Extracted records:
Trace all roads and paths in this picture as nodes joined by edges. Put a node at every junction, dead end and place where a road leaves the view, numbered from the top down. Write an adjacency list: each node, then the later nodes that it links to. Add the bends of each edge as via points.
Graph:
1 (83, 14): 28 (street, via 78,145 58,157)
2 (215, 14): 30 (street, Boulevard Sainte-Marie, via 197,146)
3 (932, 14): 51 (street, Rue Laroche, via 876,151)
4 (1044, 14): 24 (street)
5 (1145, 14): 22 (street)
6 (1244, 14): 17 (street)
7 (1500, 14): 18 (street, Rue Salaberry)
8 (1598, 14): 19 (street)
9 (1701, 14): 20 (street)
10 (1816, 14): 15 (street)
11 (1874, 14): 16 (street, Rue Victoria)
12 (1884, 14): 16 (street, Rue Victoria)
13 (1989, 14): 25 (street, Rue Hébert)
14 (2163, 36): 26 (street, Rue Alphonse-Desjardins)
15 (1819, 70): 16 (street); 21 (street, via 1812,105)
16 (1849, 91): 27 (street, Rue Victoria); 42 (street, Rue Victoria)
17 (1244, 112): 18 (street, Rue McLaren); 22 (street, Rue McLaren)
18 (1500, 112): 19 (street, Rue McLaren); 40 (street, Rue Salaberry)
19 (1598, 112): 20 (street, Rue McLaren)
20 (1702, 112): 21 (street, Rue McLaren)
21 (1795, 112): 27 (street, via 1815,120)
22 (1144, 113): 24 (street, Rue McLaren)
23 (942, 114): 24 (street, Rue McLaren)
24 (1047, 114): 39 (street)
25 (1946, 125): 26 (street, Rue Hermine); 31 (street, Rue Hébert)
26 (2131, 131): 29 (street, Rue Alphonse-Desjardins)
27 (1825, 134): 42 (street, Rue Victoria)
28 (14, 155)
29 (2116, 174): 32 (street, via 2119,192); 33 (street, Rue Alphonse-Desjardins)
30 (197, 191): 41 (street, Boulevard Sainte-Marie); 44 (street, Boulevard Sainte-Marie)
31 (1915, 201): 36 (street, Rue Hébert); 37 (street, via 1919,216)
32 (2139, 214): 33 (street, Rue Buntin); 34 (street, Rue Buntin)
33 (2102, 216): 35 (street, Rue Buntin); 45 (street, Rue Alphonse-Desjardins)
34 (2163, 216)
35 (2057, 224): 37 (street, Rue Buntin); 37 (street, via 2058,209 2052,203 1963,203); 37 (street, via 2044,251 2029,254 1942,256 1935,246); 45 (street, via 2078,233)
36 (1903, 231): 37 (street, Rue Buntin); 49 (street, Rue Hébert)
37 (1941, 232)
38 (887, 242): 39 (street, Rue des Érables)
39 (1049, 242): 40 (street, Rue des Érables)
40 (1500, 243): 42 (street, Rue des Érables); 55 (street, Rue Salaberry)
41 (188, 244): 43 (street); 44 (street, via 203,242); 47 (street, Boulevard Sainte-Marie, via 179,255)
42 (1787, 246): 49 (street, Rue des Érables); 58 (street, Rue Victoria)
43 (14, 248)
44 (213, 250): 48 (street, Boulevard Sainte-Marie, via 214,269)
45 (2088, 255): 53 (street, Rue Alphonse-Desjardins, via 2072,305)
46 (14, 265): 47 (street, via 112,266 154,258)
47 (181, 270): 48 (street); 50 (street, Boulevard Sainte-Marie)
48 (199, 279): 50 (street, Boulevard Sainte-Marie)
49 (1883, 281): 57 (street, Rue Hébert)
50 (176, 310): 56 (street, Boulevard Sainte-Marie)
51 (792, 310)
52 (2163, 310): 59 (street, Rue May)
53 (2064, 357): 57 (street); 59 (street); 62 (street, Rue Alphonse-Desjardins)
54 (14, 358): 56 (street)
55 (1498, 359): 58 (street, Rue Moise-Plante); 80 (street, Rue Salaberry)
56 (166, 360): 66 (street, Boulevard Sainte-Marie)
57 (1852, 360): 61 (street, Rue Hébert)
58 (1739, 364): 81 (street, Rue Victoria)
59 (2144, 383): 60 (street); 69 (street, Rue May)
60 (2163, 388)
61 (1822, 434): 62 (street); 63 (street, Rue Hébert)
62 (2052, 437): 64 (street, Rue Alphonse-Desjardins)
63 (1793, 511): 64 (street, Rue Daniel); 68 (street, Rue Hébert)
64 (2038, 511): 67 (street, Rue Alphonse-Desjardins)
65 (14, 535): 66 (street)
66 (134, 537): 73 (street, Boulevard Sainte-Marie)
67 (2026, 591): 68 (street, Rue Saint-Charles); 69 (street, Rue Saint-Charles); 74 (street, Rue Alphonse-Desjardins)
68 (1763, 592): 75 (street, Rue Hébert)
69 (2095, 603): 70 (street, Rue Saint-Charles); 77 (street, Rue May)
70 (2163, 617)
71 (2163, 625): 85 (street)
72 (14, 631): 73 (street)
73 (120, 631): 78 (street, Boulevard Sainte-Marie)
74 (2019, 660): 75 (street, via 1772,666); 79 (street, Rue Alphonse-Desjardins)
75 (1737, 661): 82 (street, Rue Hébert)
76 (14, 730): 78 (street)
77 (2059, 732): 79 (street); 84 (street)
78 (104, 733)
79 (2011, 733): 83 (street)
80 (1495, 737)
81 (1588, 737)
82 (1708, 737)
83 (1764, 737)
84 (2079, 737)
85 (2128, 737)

...

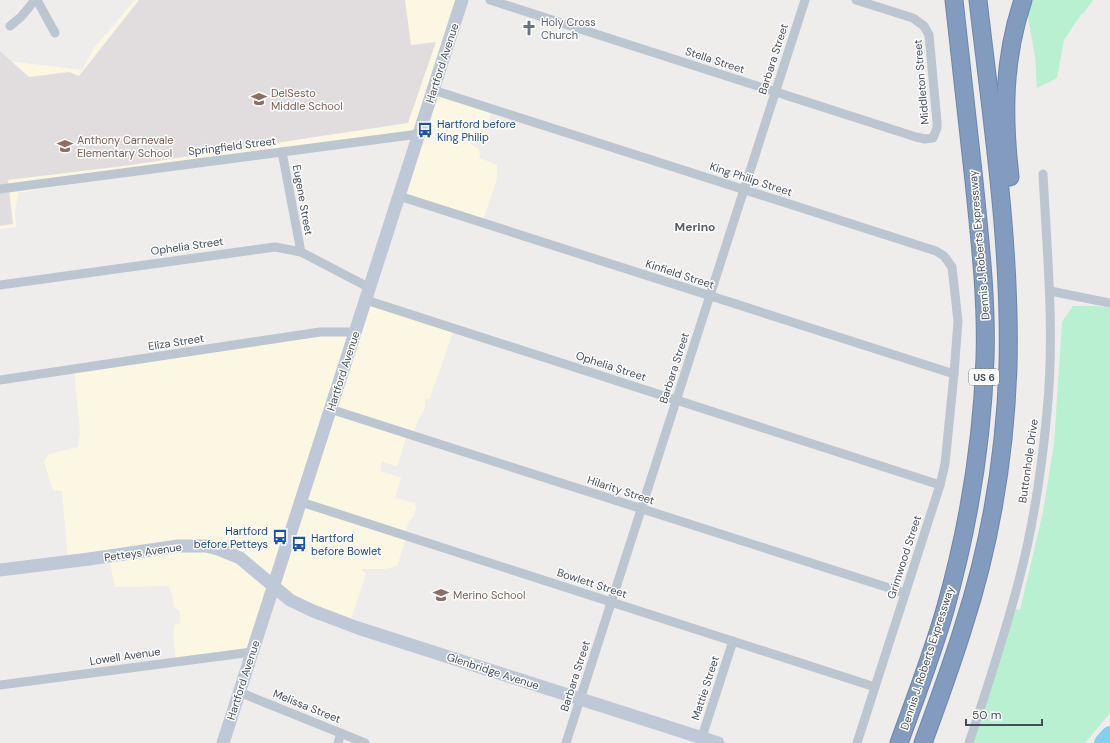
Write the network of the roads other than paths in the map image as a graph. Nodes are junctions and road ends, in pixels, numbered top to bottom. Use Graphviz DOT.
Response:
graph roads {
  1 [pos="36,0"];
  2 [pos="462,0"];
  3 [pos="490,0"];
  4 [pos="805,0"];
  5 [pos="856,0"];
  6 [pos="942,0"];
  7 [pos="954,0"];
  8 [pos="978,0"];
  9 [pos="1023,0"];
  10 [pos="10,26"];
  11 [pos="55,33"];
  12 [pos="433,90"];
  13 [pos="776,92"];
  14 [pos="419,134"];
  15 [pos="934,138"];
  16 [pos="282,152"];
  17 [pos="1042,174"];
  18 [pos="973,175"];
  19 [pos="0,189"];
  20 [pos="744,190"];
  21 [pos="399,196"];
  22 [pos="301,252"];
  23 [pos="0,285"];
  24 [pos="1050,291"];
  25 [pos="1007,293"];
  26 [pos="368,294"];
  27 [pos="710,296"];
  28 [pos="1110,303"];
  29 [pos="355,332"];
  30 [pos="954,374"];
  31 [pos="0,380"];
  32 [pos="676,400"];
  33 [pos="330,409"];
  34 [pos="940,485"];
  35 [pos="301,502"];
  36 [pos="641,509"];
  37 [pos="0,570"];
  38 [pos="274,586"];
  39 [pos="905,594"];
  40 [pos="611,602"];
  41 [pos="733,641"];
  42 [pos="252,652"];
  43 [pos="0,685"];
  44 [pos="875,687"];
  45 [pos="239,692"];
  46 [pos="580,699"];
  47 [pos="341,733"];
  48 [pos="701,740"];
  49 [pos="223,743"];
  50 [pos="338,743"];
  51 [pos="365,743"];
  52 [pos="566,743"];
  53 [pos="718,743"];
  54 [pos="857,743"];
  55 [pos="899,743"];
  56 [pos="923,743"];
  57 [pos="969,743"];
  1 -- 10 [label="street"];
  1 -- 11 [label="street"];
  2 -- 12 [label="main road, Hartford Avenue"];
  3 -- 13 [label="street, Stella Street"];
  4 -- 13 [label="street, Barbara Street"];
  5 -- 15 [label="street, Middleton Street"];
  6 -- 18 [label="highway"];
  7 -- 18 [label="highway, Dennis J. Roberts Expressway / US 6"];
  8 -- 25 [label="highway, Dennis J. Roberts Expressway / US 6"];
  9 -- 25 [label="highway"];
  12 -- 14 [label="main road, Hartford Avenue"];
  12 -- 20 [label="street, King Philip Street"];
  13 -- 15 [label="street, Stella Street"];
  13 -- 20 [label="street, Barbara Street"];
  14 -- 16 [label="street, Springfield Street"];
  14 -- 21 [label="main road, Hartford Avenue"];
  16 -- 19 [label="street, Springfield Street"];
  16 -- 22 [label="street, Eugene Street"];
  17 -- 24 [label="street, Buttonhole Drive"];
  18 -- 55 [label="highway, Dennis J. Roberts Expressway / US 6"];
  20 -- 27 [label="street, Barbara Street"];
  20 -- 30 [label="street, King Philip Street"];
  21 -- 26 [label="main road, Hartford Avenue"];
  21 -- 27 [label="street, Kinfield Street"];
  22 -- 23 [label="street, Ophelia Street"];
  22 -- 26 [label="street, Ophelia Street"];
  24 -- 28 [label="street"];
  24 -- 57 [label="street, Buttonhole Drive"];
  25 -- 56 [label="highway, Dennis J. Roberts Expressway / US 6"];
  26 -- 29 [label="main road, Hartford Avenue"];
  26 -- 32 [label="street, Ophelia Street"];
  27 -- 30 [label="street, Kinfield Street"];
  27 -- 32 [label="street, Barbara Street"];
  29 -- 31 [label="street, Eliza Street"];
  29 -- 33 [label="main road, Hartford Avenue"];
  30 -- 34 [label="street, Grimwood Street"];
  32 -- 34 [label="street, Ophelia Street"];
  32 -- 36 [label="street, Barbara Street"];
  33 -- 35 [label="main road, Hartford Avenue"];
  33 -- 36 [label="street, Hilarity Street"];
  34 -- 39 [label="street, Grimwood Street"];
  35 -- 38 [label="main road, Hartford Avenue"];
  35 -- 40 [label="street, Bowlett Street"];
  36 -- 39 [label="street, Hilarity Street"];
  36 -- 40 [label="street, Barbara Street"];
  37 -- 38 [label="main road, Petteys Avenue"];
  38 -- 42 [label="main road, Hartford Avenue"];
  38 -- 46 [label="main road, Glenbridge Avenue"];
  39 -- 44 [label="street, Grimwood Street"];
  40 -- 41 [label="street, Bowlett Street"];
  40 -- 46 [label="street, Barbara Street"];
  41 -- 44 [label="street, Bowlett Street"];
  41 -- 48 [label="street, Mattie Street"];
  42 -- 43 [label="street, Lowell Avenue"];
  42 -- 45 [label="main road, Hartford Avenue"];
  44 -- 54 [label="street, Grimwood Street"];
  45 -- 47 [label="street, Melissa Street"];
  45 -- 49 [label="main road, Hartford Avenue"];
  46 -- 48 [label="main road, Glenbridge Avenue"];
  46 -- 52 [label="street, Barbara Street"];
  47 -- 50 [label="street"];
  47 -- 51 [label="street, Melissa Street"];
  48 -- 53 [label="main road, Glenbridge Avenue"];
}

Task statement:
Review the entries above and return every line where "Roberts" appears.

Task response:
  7 -- 18 [label="highway, Dennis J. Roberts Expressway / US 6"];
  8 -- 25 [label="highway, Dennis J. Roberts Expressway / US 6"];
  18 -- 55 [label="highway, Dennis J. Roberts Expressway / US 6"];
  25 -- 56 [label="highway, Dennis J. Roberts Expressway / US 6"];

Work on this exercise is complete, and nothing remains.